Je gagne ma vie comme illustratrice. Mon métier est de créer des images qui répondent à la demande d'un client. Les années passent et je me demande souvent si je ne devrais pas prendre un agent pour me représenter. En observant le rôle nouveau que la Vierge Marie s'est vu donné par l'église catholique à la fin du Moyen Âge, j'ai vu certaines similarités avec la relation artiste-agent à laquelle je réfléchis. Ces relations m'ont fait sourire parce qu'elles me mènent à occuper la même place que le Christ au sein de la comparaison.

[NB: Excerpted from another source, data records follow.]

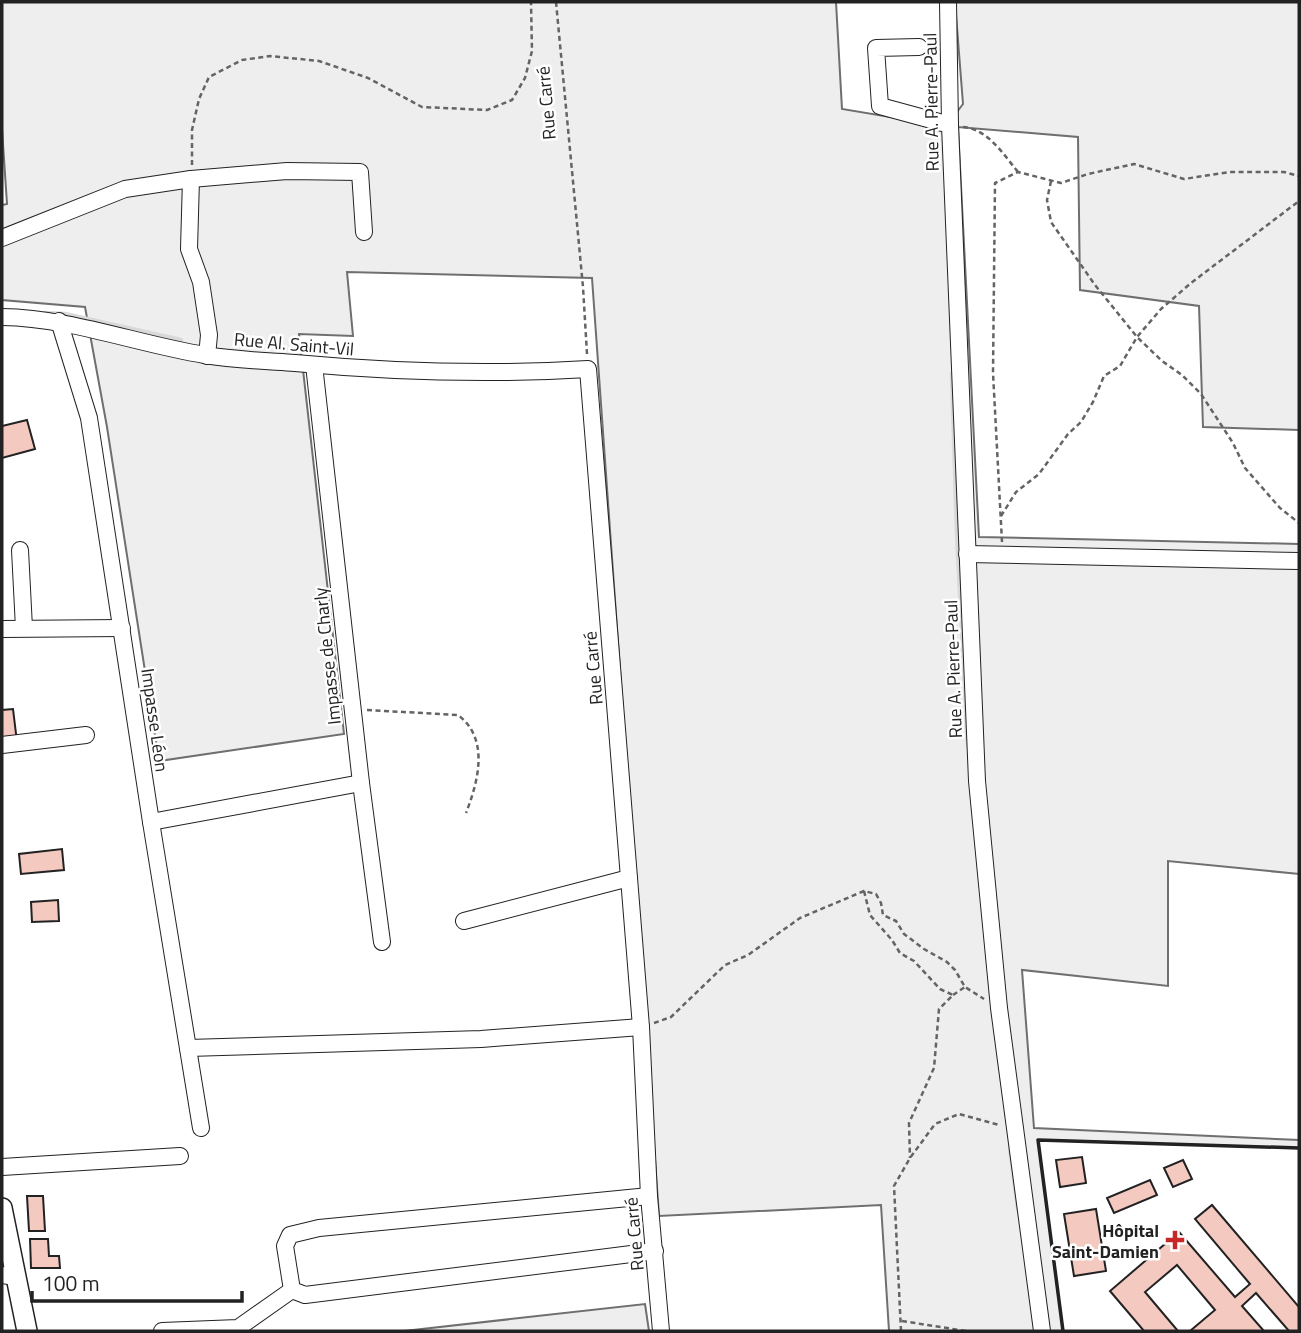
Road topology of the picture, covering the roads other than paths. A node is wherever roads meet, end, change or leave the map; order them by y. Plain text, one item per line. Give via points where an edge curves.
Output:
1 (948, 2) edge
2 (919, 47) dead end
3 (950, 125) junction
4 (191, 179) junction
5 (364, 232) dead end
6 (2, 238) edge
7 (2, 317) edge
8 (59, 321) junction
9 (207, 356) junction
10 (314, 365) junction
11 (588, 369) joint
12 (20, 550) dead end
13 (967, 554) junction
14 (1299, 561) edge
15 (24, 628) junction
16 (122, 628) junction
17 (2, 629) edge
18 (86, 735) dead end
19 (2, 745) edge
20 (361, 783) junction
21 (151, 822) junction
22 (629, 878) junction
23 (464, 921) dead end
24 (382, 942) dead end
25 (641, 1027) junction
26 (188, 1048) junction
27 (201, 1128) dead end
28 (180, 1156) dead end
29 (2, 1167) edge
30 (649, 1196) junction
31 (2, 1208) edge
32 (655, 1251) junction
33 (9, 1276) edge
34 (292, 1290) junction
35 (27, 1331) edge
36 (162, 1331) edge
37 (661, 1331) edge
38 (1042, 1331) edge

1 - 3 street, Rue A. Pierre-Paul
2 - 3 street via 876,48 880,106
3 - 13 street, Rue A. Pierre-Paul
4 - 5 street via 287,171 360,172
4 - 6 street via 125,189
4 - 9 street via 189,249 201,282 209,335
7 - 8 street, Rue Al. Saint-Vil
8 - 9 street, Rue Al. Saint-Vil
8 - 16 street, Impasse Léon via 89,418
9 - 10 street, Rue Al. Saint-Vil
10 - 11 street, Rue Al. Saint-Vil via 392,371
10 - 20 street, Impasse de Charly
11 - 22 street, Rue Carré
12 - 15 street
13 - 14 street
13 - 38 street, Rue A. Pierre-Paul via 977,781 999,1008
15 - 16 street
15 - 17 street
16 - 21 street, Impasse Léon
18 - 19 street
20 - 21 street
20 - 24 street, Impasse de Charly
21 - 26 street, Impasse Léon
22 - 23 street
22 - 25 street, Rue Carré
25 - 26 street via 481,1039
25 - 30 street, Rue Carré
26 - 27 street, Impasse Léon
28 - 29 street
30 - 32 street, Rue Carré
30 - 34 street via 318,1228 290,1235 285,1246
31 - 33 main road
32 - 34 street via 305,1295
32 - 37 street, Rue Carré
33 - 35 main road
34 - 36 street via 238,1328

La Madone Rucellai, par Duccio 1285 
À partir du 11-12e siècle, l'église commence à donner une nouvelle place à la Vierge Marie. Je comparerais son rôle tout à coup beaucoup plus actif au rôle qu'à un agent dans la vie professionnelle d'un artiste, dans mon cas, d'une illustratrice. Même si la requête d'un fidèle s'adresse au Christ, tout à coup on se met à passer par la Sainte Vierge pour s'adresser à lui. Le rôle d'intermédiaire active qu'a Marie est donc comparable au rôle de mon (éventuel) agent. La demande d'un client s'adresse toujours à moi, l'illustratrice, par le biais de ce médiateur qui assume les négociations et filtre les échanges entre le client et moi. C'est donc en souriant que je me vois ici occuper le même rôle que Jésus, voire même que Dieu, soit celui de la mise en oeuvre d'une demande ou de la création!

Une autre relation qui s'illustre ici est celle de la présentation/représentation. Si la Vierge à l'enfant, dans ses représentations picturales, présente son fils à l'observateur comme l'objet de sa dévotion et même de sa raison d'être, l'agent à aussi le rôle de représenter aux clients potentiels un artiste dont il est le promoteur et sans qui son métier n'aurait de raison d'être. L'un comme l'autre à ici le rôle de faire briller la valeur de celui/celle qu'il présente/représente.

Le fait que la structure politique médiévale construite autour de la royauté ait prêtée l'image du trône, de la couronne ou de d'autres attributs royaux à la Vierge Marie et au Christ dans plusieurs représentations de ceux-ci, montre comment on a utilisé des concepts connus de l'époque pour illustrer l'ultime statut prestigieux de ces personnages. Pour faire écho à cette transposition, on pourrait soulever la conception de l'agent comme un promoteur purement mercantile, qui s'est mutée avec les années en un représentant des droits de l'artiste, qui soulage ce dernier du poids du démarchage et des négociations. En tant qu'artiste, voir l'agent sous cet angle permet de s'en faire une image plus sympathique, avec laquelle on a plus d'affinité qu'avec celle de l'escroqueur gourmand qu'est parfois encore l'agent.

Bien qu'il soit drôlement réducteur de comparer la Vierge Marie à un agent de liaison, qui plus est commercial, cela m'amuse et me réconforte d'imaginer ce roi de la business devenir pour moi l'homologue de la Queen of heaven pour d'autres.